Hi, first post here, but months of using Horn Resp with many thanks!
I noticed quite a few times when entering loudspeaker wizard with red 's' inputs used(segment mode), the system will periodically remove any mouth to throat segment CSA differences. Then once you leave the wizard section you'll be left with a different system volume even if you only entered to add stuffing or set an OD(things which clearly don't change volume of the cabinet. If you never enter schematic you'll never know this and could really miss some details once this is wooden.
an example would be:
consecutive segments as
(s)throat-(s)mouth (L)length
44-133 22
153-97 22
45-33 12
33-33 25
once you leave wizard(actually it occurs upon entering), you get this example:
44-153 22
153-97 22
97-33 12
33-33 25
this is in OD but I'm not sure its exclusive to that.
thanks for everything, and then thanks again
I noticed quite a few times when entering loudspeaker wizard with red 's' inputs used(segment mode), the system will periodically remove any mouth to throat segment CSA differences. Then once you leave the wizard section you'll be left with a different system volume even if you only entered to add stuffing or set an OD(things which clearly don't change volume of the cabinet. If you never enter schematic you'll never know this and could really miss some details once this is wooden.
an example would be:
consecutive segments as
(s)throat-(s)mouth (L)length
44-133 22
153-97 22
45-33 12
33-33 25
once you leave wizard(actually it occurs upon entering), you get this example:
44-153 22
153-97 22
97-33 12
33-33 25
this is in OD but I'm not sure its exclusive to that.
thanks for everything, and then thanks again
'bolserst' has identified a limitation in the above new functionality, due to my misinterpretation of the contents one of the formulas in the worked example he provided. The results currently only apply to a U-frame that has the same cross-sectional area as the driver diaphragm. This limitation will be removed in the next release - hopefully it should be available in the next day or so.
Hi Red Five,
It is very much a judgement call on the part of the user. By way of background, I originally decided to include "average length" in the Lrc description 50 years ago, when I was trying to simulate a Klipschorn loudspeaker and needed to determine the distance from the rear side of the diaphragm to the "back" of the sealed wedge-shaped chamber behind the driver.
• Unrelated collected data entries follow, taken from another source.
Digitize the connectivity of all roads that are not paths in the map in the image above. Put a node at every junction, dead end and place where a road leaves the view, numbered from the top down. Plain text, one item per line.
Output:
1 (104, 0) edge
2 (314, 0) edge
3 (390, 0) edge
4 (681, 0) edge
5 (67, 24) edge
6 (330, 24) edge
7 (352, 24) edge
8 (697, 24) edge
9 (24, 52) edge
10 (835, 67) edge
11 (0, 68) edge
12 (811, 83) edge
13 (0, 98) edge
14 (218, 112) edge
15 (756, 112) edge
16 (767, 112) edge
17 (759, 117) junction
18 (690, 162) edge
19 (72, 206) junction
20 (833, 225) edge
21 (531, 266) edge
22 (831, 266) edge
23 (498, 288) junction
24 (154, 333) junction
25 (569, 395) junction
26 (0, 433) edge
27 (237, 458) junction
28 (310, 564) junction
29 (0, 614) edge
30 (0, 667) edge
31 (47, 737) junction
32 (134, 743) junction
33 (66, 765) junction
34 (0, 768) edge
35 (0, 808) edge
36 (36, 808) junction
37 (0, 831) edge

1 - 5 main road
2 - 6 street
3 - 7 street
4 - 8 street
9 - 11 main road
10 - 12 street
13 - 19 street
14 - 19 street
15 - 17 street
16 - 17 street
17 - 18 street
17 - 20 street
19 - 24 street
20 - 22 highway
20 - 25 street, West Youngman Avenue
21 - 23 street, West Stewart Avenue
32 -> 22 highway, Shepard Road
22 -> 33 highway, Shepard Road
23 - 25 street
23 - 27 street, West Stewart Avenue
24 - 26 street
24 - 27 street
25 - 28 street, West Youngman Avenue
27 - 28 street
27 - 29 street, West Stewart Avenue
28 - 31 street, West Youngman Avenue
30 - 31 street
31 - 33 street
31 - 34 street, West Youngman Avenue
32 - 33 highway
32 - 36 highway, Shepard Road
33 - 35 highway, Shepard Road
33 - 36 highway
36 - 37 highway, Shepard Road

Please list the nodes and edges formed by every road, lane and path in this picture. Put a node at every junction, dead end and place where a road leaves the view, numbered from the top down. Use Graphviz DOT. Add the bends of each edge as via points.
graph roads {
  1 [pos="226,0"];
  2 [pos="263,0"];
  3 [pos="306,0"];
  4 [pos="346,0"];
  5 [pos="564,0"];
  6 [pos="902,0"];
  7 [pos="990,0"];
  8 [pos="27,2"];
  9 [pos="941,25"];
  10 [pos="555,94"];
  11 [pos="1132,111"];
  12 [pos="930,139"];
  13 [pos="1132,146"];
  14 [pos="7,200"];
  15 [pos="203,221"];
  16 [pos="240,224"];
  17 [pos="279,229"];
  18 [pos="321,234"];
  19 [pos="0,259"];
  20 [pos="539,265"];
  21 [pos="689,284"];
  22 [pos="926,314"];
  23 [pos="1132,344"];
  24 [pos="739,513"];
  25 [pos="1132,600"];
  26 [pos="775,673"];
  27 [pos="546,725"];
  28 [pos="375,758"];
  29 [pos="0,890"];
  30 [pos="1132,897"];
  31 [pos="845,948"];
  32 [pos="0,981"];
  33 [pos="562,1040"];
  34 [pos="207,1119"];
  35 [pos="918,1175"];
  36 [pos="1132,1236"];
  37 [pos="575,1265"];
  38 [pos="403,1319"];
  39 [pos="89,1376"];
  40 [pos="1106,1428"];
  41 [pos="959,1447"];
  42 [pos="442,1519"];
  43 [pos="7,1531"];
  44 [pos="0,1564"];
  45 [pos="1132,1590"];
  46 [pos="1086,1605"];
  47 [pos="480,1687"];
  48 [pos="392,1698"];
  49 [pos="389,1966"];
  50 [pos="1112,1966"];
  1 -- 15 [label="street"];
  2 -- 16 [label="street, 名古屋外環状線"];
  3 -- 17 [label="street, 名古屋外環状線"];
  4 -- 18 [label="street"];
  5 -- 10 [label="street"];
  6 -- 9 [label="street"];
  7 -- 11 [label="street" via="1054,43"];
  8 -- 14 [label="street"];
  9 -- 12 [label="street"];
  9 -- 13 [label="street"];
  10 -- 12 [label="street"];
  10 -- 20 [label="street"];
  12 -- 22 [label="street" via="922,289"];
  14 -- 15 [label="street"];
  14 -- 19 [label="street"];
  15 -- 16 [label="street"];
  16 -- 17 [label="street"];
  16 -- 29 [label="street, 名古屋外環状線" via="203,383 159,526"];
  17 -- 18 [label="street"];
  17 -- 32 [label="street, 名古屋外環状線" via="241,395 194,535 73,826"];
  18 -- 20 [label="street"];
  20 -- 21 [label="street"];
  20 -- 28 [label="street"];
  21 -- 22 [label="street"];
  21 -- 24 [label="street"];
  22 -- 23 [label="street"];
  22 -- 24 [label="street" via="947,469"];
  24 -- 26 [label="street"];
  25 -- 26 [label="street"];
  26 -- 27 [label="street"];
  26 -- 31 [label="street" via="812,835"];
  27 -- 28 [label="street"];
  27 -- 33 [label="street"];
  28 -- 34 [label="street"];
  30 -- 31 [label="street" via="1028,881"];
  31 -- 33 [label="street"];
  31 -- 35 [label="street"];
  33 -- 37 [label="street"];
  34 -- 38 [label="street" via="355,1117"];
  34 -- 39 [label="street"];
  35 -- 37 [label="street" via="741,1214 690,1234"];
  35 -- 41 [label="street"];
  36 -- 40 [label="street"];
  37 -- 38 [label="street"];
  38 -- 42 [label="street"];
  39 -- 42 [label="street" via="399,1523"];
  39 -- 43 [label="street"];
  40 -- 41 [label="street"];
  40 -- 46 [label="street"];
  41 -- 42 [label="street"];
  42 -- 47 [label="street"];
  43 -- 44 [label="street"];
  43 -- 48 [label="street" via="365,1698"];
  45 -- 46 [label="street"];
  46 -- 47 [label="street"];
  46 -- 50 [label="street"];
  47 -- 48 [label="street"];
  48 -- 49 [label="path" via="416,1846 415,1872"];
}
The chamber is actually modelled in Hornesp as a cylinder of volume Vrc and length Lrc. The cylinder cross-sectional area is given by Vrc / Lrc.
Kind regards,
David
Hi Booger weldz,
Hopefully the post linked below helps to clarify why this is happening.
https://www.diyaudio.com/forums/subwoofers/119854-hornresp-959.html#post5810006
Kind regards,
David
If Vrc & Lrc is a cylinder cross section, then how does
Vrc = 33.56L and Lrc = 20.32 cm
equal
S1 = 1651.61, S2 = 1651.61, and L12 = 20.32cm
on the Schematic Diagram when using the Nd function?
I do notice the circles when using the OD function.